Rachel Reeves built her rise to No. 11 on the same promise that she would be the safe alternative to the Les Truss market collapse.
Comparisons with the gold crisis of 2022 are a bit overblown.
The bond sell-off was not a surprise, nor did it require the Bank of England to intervene – yet.
But what's even more worrying is that experts are comparing this to the nightmare of the 1970s, because the pound is being punished too.
This suggests that global investors take a very dim view of Reeves' budget and the UK's growth hopes.
A weaker pound means higher interest rates on 10-year government bonds.
These are used by major banks to price mortgages and indicate that we will suffer from higher home loan rates for a longer period.
Shrinking household financial resources will stifle spending and curb growth.
Much of the “financial economics” that Reeves promised
Where is Rachel?
Written by Ryan Sabey
Chancellor Rachel Reeves was mocked for last night's market turmoil by critics who demanded to know: “Where's Wally?”
She was attacked for not attending the House of Commons to discuss the crisis – while life-size models of her dressed as the red and white Wally appeared on social media.

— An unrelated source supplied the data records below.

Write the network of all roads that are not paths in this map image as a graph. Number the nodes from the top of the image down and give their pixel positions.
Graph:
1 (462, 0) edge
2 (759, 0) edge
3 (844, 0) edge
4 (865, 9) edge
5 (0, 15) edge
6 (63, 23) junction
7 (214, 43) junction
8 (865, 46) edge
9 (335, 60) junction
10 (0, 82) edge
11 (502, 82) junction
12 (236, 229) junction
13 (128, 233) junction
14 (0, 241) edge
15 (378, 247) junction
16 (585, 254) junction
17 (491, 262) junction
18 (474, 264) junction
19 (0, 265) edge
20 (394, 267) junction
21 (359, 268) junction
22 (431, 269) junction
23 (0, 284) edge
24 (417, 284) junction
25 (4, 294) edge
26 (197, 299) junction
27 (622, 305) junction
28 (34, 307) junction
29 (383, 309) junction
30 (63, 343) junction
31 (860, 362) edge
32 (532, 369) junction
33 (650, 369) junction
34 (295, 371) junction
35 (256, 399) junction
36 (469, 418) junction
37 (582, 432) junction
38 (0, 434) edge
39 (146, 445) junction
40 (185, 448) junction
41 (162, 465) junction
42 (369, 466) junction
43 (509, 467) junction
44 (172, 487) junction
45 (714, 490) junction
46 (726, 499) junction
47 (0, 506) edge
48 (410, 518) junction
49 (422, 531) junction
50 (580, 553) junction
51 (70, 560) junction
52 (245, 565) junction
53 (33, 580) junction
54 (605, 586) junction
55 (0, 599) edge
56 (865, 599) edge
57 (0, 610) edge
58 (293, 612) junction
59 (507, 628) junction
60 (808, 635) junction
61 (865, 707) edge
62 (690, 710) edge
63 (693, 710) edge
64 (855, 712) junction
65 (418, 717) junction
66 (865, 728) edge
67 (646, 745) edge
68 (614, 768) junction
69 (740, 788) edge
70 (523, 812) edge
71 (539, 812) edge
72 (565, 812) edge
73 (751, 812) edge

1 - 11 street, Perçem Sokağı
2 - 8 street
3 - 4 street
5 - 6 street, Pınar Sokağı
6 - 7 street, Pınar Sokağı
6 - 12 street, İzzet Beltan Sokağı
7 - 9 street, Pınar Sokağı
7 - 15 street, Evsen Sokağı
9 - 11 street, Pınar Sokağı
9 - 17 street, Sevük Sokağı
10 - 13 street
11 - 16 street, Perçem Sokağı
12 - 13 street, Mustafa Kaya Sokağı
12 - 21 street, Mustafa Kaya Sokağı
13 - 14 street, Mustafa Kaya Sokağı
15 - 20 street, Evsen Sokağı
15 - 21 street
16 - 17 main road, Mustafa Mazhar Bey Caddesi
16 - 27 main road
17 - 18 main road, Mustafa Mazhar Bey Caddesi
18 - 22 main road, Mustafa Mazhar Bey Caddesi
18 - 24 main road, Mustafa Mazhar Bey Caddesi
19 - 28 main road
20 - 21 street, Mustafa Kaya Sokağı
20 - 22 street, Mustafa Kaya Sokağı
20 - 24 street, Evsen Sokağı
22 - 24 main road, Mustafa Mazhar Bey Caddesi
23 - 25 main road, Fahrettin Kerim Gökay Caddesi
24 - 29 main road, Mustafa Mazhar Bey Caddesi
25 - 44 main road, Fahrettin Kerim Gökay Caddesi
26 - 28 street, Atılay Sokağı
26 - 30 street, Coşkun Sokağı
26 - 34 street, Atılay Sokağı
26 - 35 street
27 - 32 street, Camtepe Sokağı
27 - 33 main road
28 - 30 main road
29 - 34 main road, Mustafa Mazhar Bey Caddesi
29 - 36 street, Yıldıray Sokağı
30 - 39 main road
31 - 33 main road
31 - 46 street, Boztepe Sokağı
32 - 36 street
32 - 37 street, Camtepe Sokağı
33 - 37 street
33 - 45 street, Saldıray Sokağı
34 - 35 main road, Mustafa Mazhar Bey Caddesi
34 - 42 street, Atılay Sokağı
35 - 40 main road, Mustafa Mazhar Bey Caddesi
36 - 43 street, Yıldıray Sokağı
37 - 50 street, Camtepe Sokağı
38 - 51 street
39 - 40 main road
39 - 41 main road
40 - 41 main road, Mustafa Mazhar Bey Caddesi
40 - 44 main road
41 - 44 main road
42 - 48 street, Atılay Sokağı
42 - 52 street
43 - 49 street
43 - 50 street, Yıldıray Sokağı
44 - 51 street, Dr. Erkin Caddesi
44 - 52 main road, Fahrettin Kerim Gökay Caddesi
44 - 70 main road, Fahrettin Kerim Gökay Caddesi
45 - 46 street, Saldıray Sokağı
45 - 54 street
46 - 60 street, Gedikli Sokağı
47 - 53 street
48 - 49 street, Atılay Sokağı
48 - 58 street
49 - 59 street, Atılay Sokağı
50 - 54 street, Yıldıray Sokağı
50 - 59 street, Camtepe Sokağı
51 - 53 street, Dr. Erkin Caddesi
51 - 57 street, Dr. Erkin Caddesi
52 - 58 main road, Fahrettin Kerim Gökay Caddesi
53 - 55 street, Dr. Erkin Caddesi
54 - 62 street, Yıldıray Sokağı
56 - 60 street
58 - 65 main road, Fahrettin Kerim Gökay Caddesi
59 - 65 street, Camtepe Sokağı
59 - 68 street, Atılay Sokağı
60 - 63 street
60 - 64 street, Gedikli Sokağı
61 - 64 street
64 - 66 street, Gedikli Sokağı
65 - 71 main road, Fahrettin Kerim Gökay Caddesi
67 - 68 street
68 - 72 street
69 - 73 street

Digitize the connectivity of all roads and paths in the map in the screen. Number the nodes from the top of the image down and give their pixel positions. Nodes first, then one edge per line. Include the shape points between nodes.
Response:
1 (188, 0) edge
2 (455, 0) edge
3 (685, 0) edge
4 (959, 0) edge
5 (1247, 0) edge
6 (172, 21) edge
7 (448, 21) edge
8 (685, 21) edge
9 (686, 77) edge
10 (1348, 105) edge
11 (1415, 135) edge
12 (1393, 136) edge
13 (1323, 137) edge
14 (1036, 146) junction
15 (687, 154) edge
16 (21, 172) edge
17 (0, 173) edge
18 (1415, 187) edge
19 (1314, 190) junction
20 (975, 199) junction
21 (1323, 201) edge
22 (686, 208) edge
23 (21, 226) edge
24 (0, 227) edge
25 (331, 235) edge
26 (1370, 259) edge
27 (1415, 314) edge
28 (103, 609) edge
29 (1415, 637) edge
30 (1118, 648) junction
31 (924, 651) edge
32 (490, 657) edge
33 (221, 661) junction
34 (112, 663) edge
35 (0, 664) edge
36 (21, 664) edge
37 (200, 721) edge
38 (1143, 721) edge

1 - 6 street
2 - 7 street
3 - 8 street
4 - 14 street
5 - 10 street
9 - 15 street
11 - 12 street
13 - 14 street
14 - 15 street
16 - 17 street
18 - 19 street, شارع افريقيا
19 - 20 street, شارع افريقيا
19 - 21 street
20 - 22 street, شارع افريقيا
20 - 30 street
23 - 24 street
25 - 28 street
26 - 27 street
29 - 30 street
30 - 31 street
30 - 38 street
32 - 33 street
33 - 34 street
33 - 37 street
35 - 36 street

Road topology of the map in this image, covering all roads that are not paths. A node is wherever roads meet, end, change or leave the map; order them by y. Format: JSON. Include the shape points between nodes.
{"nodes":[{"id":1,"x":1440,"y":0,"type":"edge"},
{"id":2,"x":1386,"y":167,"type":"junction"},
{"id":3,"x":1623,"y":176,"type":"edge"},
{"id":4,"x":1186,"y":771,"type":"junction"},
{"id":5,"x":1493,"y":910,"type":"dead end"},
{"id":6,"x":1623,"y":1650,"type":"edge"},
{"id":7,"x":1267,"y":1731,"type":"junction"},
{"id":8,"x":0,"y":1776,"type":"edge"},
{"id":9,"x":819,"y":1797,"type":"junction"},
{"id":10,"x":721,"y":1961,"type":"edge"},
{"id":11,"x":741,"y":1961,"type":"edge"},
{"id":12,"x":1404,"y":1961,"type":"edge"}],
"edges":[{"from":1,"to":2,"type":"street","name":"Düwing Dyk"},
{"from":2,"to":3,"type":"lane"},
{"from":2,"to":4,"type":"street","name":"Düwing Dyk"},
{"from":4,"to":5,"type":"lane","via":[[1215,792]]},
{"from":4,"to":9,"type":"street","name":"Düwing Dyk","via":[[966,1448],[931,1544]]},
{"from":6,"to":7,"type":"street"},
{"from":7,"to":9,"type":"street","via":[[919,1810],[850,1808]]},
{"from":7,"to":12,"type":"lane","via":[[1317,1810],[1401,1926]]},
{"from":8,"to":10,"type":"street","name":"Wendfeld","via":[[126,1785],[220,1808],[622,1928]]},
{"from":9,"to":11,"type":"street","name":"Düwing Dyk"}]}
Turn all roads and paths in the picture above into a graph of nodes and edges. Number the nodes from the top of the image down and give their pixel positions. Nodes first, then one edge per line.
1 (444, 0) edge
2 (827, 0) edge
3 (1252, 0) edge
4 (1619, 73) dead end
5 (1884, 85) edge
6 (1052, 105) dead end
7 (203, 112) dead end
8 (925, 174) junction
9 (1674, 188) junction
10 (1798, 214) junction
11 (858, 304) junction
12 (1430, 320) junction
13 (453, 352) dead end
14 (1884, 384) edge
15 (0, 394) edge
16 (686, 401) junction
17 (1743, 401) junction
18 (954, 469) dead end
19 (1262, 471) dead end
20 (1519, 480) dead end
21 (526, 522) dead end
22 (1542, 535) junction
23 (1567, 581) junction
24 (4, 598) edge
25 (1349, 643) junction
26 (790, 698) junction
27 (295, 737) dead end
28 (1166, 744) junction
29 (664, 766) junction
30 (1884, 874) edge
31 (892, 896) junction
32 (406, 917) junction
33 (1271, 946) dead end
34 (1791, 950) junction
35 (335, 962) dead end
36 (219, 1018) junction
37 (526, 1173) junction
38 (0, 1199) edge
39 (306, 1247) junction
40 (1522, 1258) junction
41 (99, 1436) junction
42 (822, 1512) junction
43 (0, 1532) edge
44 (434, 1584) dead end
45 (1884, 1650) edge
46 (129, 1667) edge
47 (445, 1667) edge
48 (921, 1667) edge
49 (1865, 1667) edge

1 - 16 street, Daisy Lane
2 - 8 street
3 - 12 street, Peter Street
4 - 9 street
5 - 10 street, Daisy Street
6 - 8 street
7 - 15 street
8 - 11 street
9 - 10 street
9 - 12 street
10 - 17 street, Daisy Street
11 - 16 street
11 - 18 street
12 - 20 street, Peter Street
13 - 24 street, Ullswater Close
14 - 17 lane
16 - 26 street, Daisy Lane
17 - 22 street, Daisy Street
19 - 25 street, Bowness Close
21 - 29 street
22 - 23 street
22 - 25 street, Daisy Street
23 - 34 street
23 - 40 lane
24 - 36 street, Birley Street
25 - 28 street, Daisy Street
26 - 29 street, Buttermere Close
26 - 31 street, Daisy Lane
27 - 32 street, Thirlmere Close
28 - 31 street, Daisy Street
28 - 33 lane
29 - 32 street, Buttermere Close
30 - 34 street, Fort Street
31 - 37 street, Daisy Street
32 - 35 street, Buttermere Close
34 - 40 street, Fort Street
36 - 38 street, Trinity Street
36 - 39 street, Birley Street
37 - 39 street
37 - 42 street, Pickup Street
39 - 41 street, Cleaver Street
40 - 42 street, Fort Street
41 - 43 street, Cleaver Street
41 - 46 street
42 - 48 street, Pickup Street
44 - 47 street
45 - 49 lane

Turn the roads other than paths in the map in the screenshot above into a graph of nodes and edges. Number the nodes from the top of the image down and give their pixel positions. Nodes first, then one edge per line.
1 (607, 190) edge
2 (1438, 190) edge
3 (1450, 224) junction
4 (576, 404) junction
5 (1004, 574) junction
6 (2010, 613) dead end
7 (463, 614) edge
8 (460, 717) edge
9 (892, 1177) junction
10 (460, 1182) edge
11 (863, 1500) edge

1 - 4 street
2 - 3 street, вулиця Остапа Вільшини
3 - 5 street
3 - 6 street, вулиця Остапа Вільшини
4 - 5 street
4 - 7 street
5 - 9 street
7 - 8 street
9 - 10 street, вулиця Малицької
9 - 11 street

Her deputy, Darren Jones, stood on her behalf as she departed on a business trip to China.
Shadow Cabinet Secretary Andrew Griffiths said: “At this critical moment, the Chancellor did not attend. Where is Rachel?
Former party chairman Sir Jake Berry shared a photo on X of Ms Reeves looking in the mirror – and seeing a reflection of Liz Truss.
In the post, Sir Jake said: “Mirror, mirror on the wall, who caused the bond market crash worse than anything else?”
Former Prime Minister Ms Truss was forced out of Downing Street following the economic collapse after her mini-Budget saw mortgage rates rise for many homeowners.